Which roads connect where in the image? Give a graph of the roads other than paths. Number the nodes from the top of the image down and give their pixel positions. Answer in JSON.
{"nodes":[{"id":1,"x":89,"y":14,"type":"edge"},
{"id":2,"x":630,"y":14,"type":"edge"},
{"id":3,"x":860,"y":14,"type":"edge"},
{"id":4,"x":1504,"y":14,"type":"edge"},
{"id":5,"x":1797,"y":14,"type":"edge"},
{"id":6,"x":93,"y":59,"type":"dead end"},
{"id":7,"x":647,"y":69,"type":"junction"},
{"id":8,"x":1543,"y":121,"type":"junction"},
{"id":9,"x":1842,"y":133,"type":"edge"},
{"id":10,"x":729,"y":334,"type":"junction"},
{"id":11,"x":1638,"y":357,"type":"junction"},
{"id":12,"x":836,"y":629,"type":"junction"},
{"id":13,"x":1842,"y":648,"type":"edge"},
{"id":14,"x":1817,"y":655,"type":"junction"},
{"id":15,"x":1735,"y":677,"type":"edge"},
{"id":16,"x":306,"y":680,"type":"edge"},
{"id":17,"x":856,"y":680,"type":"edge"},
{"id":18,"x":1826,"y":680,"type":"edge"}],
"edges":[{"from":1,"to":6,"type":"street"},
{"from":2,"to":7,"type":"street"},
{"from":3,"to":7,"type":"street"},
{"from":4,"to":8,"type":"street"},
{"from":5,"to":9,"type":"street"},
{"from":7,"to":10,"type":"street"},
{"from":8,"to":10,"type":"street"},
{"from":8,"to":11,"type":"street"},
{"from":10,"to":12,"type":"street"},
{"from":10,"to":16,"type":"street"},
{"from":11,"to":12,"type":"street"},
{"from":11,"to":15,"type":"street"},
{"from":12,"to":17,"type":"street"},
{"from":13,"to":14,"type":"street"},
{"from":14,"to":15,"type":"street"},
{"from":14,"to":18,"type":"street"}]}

:::

The records above must be retyped in full. Keep each one exactly as it is.

_Result_
Which roads connect where in the image? Give a graph of the roads other than paths. Number the nodes from the top of the image down and give their pixel positions. Answer in JSON.
{"nodes":[{"id":1,"x":89,"y":14,"type":"edge"},
{"id":2,"x":630,"y":14,"type":"edge"},
{"id":3,"x":860,"y":14,"type":"edge"},
{"id":4,"x":1504,"y":14,"type":"edge"},
{"id":5,"x":1797,"y":14,"type":"edge"},
{"id":6,"x":93,"y":59,"type":"dead end"},
{"id":7,"x":647,"y":69,"type":"junction"},
{"id":8,"x":1543,"y":121,"type":"junction"},
{"id":9,"x":1842,"y":133,"type":"edge"},
{"id":10,"x":729,"y":334,"type":"junction"},
{"id":11,"x":1638,"y":357,"type":"junction"},
{"id":12,"x":836,"y":629,"type":"junction"},
{"id":13,"x":1842,"y":648,"type":"edge"},
{"id":14,"x":1817,"y":655,"type":"junction"},
{"id":15,"x":1735,"y":677,"type":"edge"},
{"id":16,"x":306,"y":680,"type":"edge"},
{"id":17,"x":856,"y":680,"type":"edge"},
{"id":18,"x":1826,"y":680,"type":"edge"}],
"edges":[{"from":1,"to":6,"type":"street"},
{"from":2,"to":7,"type":"street"},
{"from":3,"to":7,"type":"street"},
{"from":4,"to":8,"type":"street"},
{"from":5,"to":9,"type":"street"},
{"from":7,"to":10,"type":"street"},
{"from":8,"to":10,"type":"street"},
{"from":8,"to":11,"type":"street"},
{"from":10,"to":12,"type":"street"},
{"from":10,"to":16,"type":"street"},
{"from":11,"to":12,"type":"street"},
{"from":11,"to":15,"type":"street"},
{"from":12,"to":17,"type":"street"},
{"from":13,"to":14,"type":"street"},
{"from":14,"to":15,"type":"street"},
{"from":14,"to":18,"type":"street"}]}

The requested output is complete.